Ich reiß die Augen auf und mein Herz bleibt erst stehen, bevor es beginnt zu rasen.
„W-was?", frag ich lieber nochmal nach. Ich muss mich verhört haben, denn das, was ich grade gehört habe, kann nicht stimmen. Das nicht einfach nur nicht stimmen, dass kann schon gar nicht stimmen, weil es von Ezra kommt. Und Ezra hat keine Gefühle, definitiv nicht solche. Ganz sicher nicht solche. Und noch sicherer nicht gegenüber mir. „Ich muss mich nicht widerholen." Doch, doch musst du. Aber alles, was ich hervorbringe ist ein zweites „Was?".

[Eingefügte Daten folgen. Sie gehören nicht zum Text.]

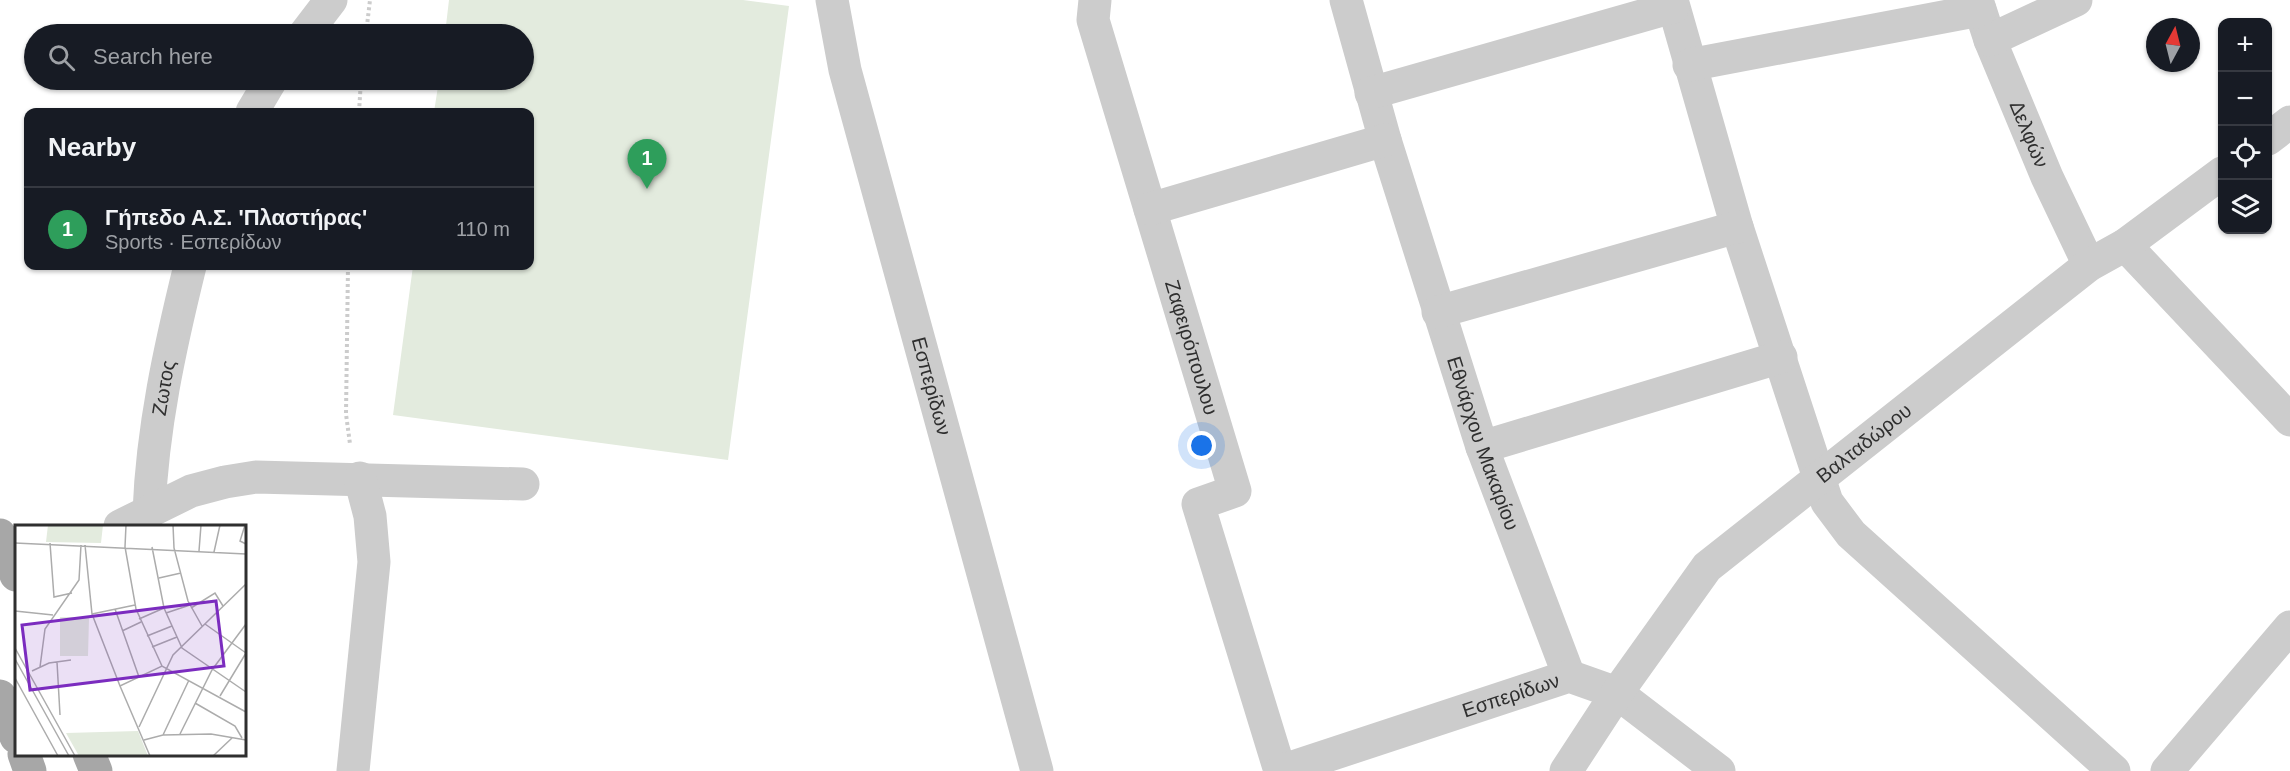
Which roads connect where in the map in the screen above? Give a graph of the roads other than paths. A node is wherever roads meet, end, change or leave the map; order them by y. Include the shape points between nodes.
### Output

„Ich kenne dich erst seit ein paar Wochen, nur Tage, aber es fühlt sich an, als wären es Jahre. Ich hab dich schon öfters gesehen. Und dann jetzt nicht auf Stalker Basis, ganz und gar nicht. Aber ich hab dich zwischendurch gesehen, wenn du Lionel besucht hast. Wie du aus seinem Auto gestiegen bist, mit diesem nervösen Lächeln im Gesicht, weil du es so besonders fandest, dass er dich in sein Reich bringt. Und dann, wenn du aus dem Haus gegangen bist, war das Lächeln verschwunden. Jedes verdammte Mal, war es nach Lionel wieder weg. Und es hat mich so wütend gemacht. Ich hab nicht verstanden wieso, weil ich dich kannte. Du warst einfach nur Lionels Freundin, die ab und zu mal bei uns zuhause war, wenn es sonst keiner war. Und trotzdem hatte ich jedes Mal den Wunsch, ihm die Fresse zu polieren, wenn du wieder mit gesenkten Schultern und diesem traurigen Gesichtsausdruck gegangen bist. Und dann war ich irgendwann sogar eifersüchtig. Ich war eifersüchtig auf Lionel, obwohl ich kein Recht dazu hatte. Ich kannte nicht mal deinen Namen."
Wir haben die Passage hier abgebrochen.